Posted: Wed Mar 24, 2010 8:23 pm
by Aero
Skipjack wrote:
Lets see... 50 MegaWatts.
That would power a 1000 W space heater for 50,000 seconds, or ~15 hrs.,
or a ~70,000 HP jet engine for ~ 1 second. Turn that on in a lab and things would get exciting.
This calculation confuses me. Those 50 MegaWatts up there are missing a time component in there, or am I missing something. 50MW for a picosecond is a lot less energy than 50MW for an hour... I dont think you can take the 50MW and turn them into Watts/hour just like that...
50 megawatt = 180 000 000 000 joule/hour,
50 megawatt = 50 000 000 joule/second
by my online units converter.

From this I suspect that the experimental measurement was on the order of seconds to minutes and that those who posit a typo (mW vs MW) are correct.
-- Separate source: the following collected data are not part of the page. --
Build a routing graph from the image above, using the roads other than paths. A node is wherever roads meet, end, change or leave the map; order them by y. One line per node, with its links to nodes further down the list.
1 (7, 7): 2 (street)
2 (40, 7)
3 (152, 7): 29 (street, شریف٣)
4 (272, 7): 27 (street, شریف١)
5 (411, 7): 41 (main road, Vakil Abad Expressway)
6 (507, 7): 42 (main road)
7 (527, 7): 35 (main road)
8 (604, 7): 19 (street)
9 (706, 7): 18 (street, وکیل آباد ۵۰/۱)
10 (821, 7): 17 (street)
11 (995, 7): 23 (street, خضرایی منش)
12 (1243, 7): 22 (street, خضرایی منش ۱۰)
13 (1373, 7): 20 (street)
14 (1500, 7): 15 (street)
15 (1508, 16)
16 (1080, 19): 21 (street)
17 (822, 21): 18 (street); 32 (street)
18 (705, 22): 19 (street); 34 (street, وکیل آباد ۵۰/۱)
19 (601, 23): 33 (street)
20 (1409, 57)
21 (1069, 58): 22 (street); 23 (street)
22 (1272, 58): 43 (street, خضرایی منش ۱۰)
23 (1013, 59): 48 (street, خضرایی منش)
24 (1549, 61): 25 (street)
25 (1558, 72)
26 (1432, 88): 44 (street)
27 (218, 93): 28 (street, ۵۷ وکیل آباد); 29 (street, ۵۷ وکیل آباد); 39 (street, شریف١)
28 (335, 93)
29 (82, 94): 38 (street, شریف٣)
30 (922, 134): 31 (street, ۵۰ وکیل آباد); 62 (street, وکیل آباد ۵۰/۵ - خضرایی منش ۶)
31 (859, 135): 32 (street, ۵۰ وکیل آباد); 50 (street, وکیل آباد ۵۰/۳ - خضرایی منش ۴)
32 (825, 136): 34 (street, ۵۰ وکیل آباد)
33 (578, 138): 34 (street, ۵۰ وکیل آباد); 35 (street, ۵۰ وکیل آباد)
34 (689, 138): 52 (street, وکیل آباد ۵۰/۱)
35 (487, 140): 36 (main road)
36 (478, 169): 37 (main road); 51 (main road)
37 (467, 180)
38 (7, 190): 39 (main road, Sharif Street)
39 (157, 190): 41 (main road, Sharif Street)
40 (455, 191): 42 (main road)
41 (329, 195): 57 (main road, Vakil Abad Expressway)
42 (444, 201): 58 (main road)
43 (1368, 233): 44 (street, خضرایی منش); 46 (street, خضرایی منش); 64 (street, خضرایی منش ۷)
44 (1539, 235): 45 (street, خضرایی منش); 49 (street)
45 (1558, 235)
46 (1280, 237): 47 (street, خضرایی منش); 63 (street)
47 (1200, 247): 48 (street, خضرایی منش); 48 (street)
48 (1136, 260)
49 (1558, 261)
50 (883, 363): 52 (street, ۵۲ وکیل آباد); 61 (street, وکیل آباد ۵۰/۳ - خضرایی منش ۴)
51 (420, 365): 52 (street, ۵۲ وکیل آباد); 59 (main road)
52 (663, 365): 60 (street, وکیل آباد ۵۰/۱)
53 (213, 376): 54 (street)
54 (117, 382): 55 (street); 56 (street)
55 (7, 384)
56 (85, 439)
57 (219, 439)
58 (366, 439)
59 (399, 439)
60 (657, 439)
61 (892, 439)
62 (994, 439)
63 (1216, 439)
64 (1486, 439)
Posted: Wed Mar 24, 2010 9:24 pm
by KitemanSA
Aero wrote: 50 megawatt = 180 000 000 000 joule/hour,
50 megawatt = 50 000 000 joule/second
50 joule/usec
0.000 05 joule/psec

How long?

Posted: Wed Mar 24, 2010 9:35 pm
by Skipjack
Well I do my numbers with MWh, KWh, etc. Not MW and KW.
If you had said it had produced so and so many MWh and then gone on with your calculation, I would have understood.
A gallon of gas produces so and so many KWh not KW.